> About this exercise
Write only the number of lines in the entries that hold the string "dead".

> Supplied material
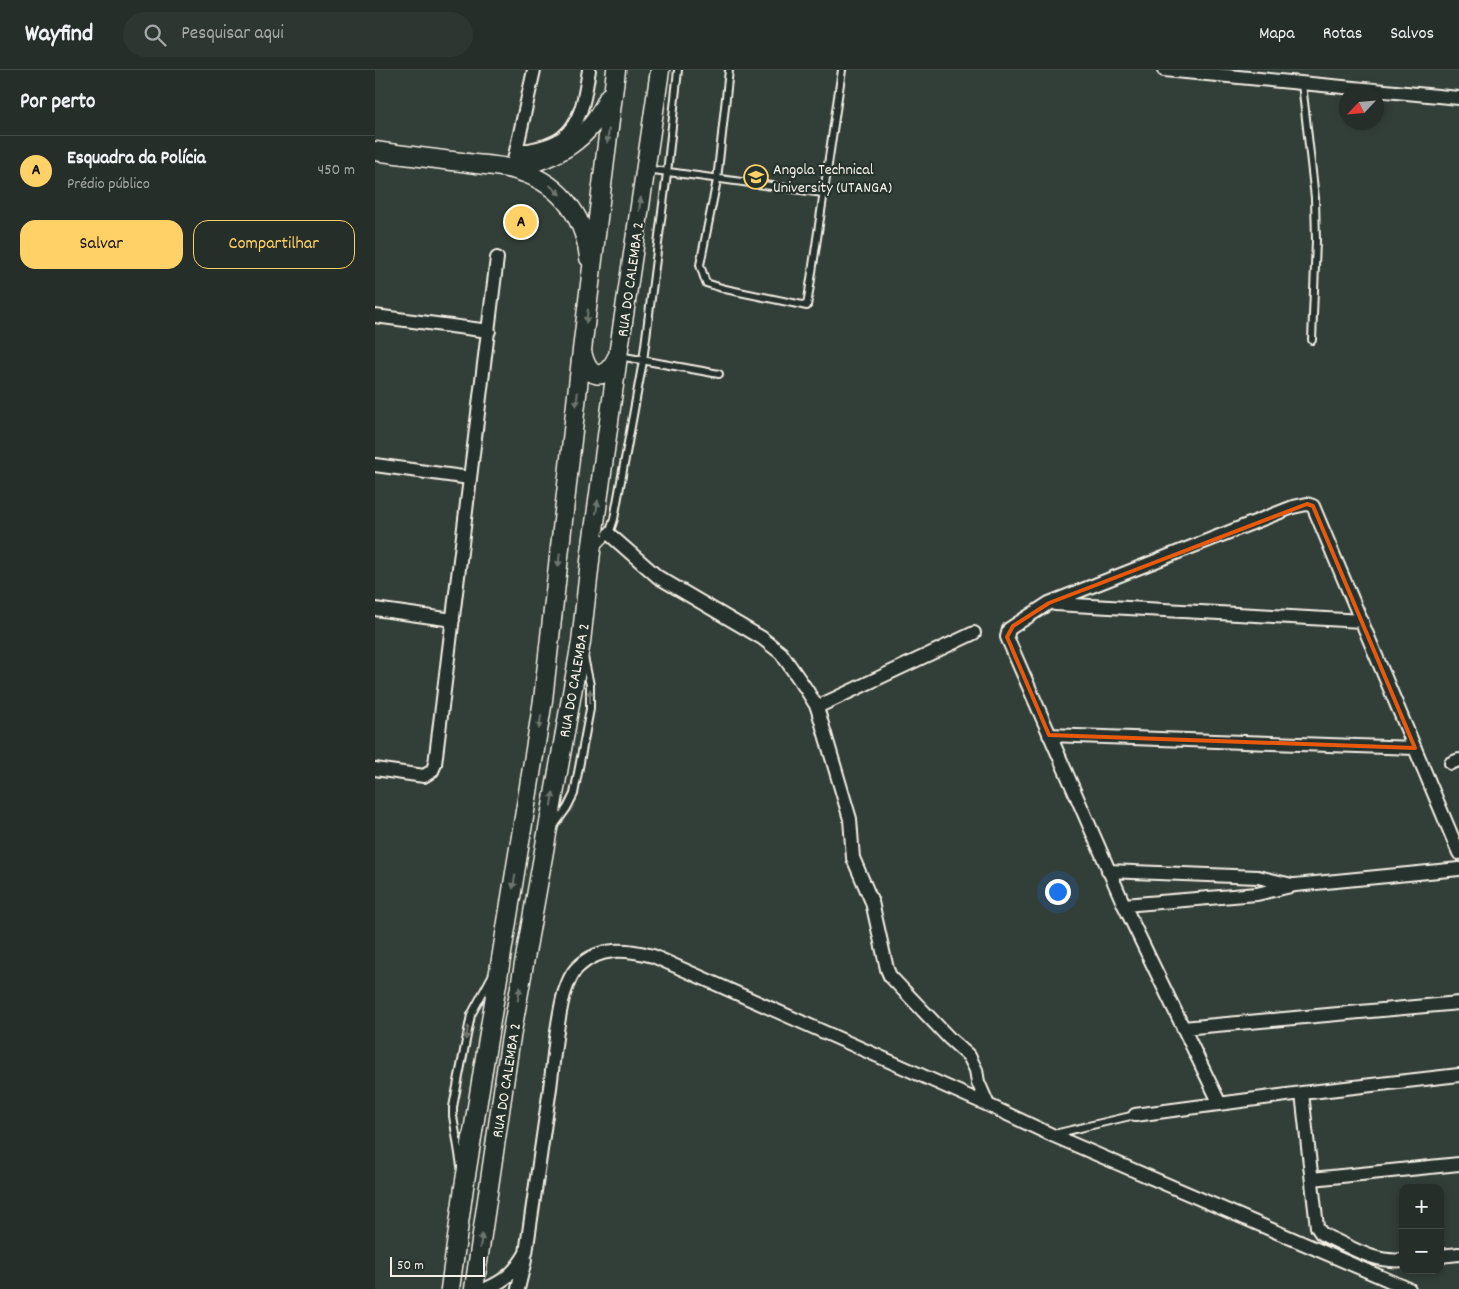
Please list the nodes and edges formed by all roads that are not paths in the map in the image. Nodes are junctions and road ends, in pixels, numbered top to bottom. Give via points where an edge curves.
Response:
1 (534, 70) edge
2 (589, 70) edge
3 (660, 70) edge
4 (678, 70) edge
5 (729, 70) edge
6 (842, 70) edge
7 (1164, 70) edge
8 (615, 75) edge
9 (1302, 84) junction
10 (1459, 98) edge
11 (375, 151) edge
12 (514, 161) junction
13 (645, 169) junction
14 (667, 173) junction
15 (717, 180) junction
16 (823, 193) junction
17 (497, 258) dead end
18 (591, 282) junction
19 (375, 316) edge
20 (489, 331) junction
21 (1312, 340) dead end
22 (582, 350) junction
23 (618, 356) junction
24 (643, 360) junction
25 (719, 374) dead end
26 (375, 465) edge
27 (470, 478) junction
28 (609, 534) junction
29 (591, 552) junction
30 (1049, 603) junction
31 (375, 609) edge
32 (453, 620) junction
33 (1362, 621) junction
34 (974, 633) dead end
35 (817, 707) junction
36 (1049, 735) junction
37 (1415, 748) junction
38 (375, 769) edge
39 (1459, 853) edge
40 (1459, 869) edge
41 (1108, 871) junction
42 (1295, 885) junction
43 (1124, 905) junction
44 (502, 957) junction
45 (1459, 1003) edge
46 (1183, 1028) junction
47 (1459, 1075) edge
48 (1302, 1093) junction
49 (1220, 1104) junction
50 (988, 1105) junction
51 (1135, 1115) joint
52 (1052, 1135) junction
53 (1459, 1164) edge
54 (1312, 1179) junction
55 (464, 1187) junction
56 (526, 1253) junction
57 (1459, 1254) edge
58 (1444, 1256) edge
59 (1399, 1260) edge
60 (450, 1289) edge
61 (475, 1289) edge
62 (486, 1289) edge
63 (518, 1289) edge
64 (1409, 1289) edge

1 - 12 street
2 - 12 street via 582,108 573,127 563,138
3 - 13 main road, RUA DO CALEMBA 2
4 - 14 lane
5 - 15 lane
6 - 16 lane
7 - 9 street
8 - 12 main road via 599,115 576,142 546,159
8 -> 18 main road, RUA DO CALEMBA 2
9 - 10 street
9 - 21 lane via 1315,198
11 - 12 main road
12 -> 18 main road via 550,185 569,205 588,245
13 - 14 lane
23 -> 13 main road, RUA DO CALEMBA 2
14 - 15 lane
14 - 24 lane
15 - 16 lane
15 - 16 lane via 700,265 706,283 807,306
17 - 20 street
18 -> 22 main road, RUA DO CALEMBA 2
19 - 20 street
20 - 27 street
22 - 23 main road via 586,366 598,375 605,374
22 -> 44 main road, RUA DO CALEMBA 2 via 543,700
23 - 24 lane
29 -> 23 main road, RUA DO CALEMBA 2
24 - 25 lane
24 - 28 lane
26 - 27 street
27 - 32 street
28 - 29 lane
28 - 35 street via 658,577 774,647
61 -> 29 main road, RUA DO CALEMBA 2 via 496,1133 581,642
30 - 33 street
30 - 33 street via 1293,506 1307,504 1313,506
30 - 36 street via 1013,626 1007,637
31 - 32 street
32 - 38 street via 432,771 424,776
33 - 37 street
34 - 35 street
35 - 50 street via 850,819 853,858 872,902 890,976 969,1056
36 - 37 street
36 - 41 street
37 - 39 street
40 - 42 street
41 - 42 street via 1258,877
41 - 43 street
42 - 43 street via 1257,894
43 - 46 street
44 - 55 main road, RUA DO CALEMBA 2
44 -> 55 lane via 471,1015 453,1107
45 - 46 street
46 - 49 street
47 - 48 street
48 - 49 street
48 - 54 street
49 - 51 street
50 - 52 street
50 - 56 street via 653,956 619,950 602,952 577,967 564,994
51 - 52 lane
52 - 64 street
53 - 54 street
54 - 59 street via 1317,1227 1321,1233 1375,1259
55 - 60 main road, RUA DO CALEMBA 2
56 - 62 street via 517,1268 503,1281
56 - 63 street
57 - 58 street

> Response area
4